Converge - No Heroes

The new Converge album (Axe To Fall) is coming October 20, 2009 and I had the idea to review previous albums of bands releasing new material in the future. I thought that it should start off with No Heroes.
Hard to challenge something considered a watershed album especially with Converge's case for Jane Doe that was the most honest emotional math roller coaster ride in hardcore to date which paved the way for a new generation of kids of both punk and metal to cross over. After years of touring all around the world post 9/11, they released You Fail Me which solidified their message that they still got the spirit and energy by doing what they do instead of trying to succeed the heavy reception of Jane Doe. It carries on to their 2006 album No Heroes with excellence and larger appreciation than ever before.

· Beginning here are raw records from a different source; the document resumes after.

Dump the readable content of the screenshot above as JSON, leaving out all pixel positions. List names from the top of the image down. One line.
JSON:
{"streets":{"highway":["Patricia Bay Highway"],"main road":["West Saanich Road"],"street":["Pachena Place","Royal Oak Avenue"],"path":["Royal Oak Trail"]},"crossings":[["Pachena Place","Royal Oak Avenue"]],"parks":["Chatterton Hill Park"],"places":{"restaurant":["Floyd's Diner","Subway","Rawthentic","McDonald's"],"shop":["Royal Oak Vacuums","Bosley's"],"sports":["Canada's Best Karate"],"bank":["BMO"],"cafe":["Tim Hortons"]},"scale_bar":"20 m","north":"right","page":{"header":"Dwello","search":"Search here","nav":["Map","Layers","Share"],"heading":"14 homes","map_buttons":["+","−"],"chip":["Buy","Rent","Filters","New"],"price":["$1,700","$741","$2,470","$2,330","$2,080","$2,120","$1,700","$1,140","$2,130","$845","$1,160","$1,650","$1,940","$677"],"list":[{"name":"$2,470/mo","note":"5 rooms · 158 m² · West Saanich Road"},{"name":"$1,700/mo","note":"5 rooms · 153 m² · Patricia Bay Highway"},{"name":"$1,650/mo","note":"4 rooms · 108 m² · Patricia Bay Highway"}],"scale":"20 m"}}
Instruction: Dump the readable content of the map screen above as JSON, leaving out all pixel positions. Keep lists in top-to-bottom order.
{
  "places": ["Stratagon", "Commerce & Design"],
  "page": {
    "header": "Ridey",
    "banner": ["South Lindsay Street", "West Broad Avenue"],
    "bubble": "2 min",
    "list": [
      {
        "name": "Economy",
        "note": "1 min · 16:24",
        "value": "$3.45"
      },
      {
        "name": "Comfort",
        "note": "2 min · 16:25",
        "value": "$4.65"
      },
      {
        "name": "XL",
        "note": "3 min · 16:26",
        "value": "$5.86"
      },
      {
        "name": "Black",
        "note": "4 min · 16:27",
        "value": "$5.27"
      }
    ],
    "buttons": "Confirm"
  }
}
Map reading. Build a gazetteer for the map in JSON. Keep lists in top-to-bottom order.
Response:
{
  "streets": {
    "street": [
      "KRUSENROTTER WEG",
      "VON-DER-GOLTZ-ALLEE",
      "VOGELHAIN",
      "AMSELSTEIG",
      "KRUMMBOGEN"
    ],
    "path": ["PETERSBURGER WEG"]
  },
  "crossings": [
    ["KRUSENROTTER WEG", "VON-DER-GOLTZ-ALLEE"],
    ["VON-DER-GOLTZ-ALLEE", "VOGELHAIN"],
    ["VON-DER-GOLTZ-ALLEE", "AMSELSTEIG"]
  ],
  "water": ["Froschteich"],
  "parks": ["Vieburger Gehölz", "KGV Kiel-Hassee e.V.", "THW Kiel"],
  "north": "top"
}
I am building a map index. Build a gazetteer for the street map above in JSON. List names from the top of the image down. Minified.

From "Heartache" through "To The Lions", Converge does the hot and heavy with riffs reminiscent of their extreme influences. The nihilistic thrashing on the titled song, the Cave In noisy prog rock tendencies on "Orphaned", and the post-metallic build ups of "Trophy Scars", they and the other 12 songs on the album deliver the goods with seemingly no effort done. Ben Kollar's drumming succeeds the math-y tendencies in Jane Doe with pure attack and focus which can even make the prog death drummers jealous. Jacob's completes the Converge circle with shouts the topics of sacrifice outside our home. He is skillfully relentless and loves being so.


Official music video of Converge's "No Heroes"

While entirely awesome, there are certain songs that are just entirely masterful and being the top songs on No Heroes. "Bare My Teeth" manages to put noise rock, jazz drumming, and thrash and sludge influenced hardcore riffs into two minutes which if it was longer, it would have been the most boring one available. As opposed to short and fast, there is the long epic "Grim Heart/Black Rose" where it's a journey into sadness of death and mourning filled with clean yet gloomy guitar and a great singing contribution by Only Living Witness vocalist Jonah Jenkins. It builds up to the quick and immediate punk mix of anger and sorrow where it suddenly dies down to no emotion. Converge no matter the focus of music they do, they know how to make great songs with enough content to avoid the shoegazy sleepy time of other bands and such.

Although it feels like a regression from Jane Doe and in most senses is, You Fail Me and especially No Heroes is supposed to say that's not the point for Converge of this time. Even if beneficial to follow what Jane Doe did and expand the mathcore sensibilities, Converge does excellent on doing what they do while trying to have some subtle left turns which is for the better. It's all about enjoying on what the have and indeed it's enjoyable!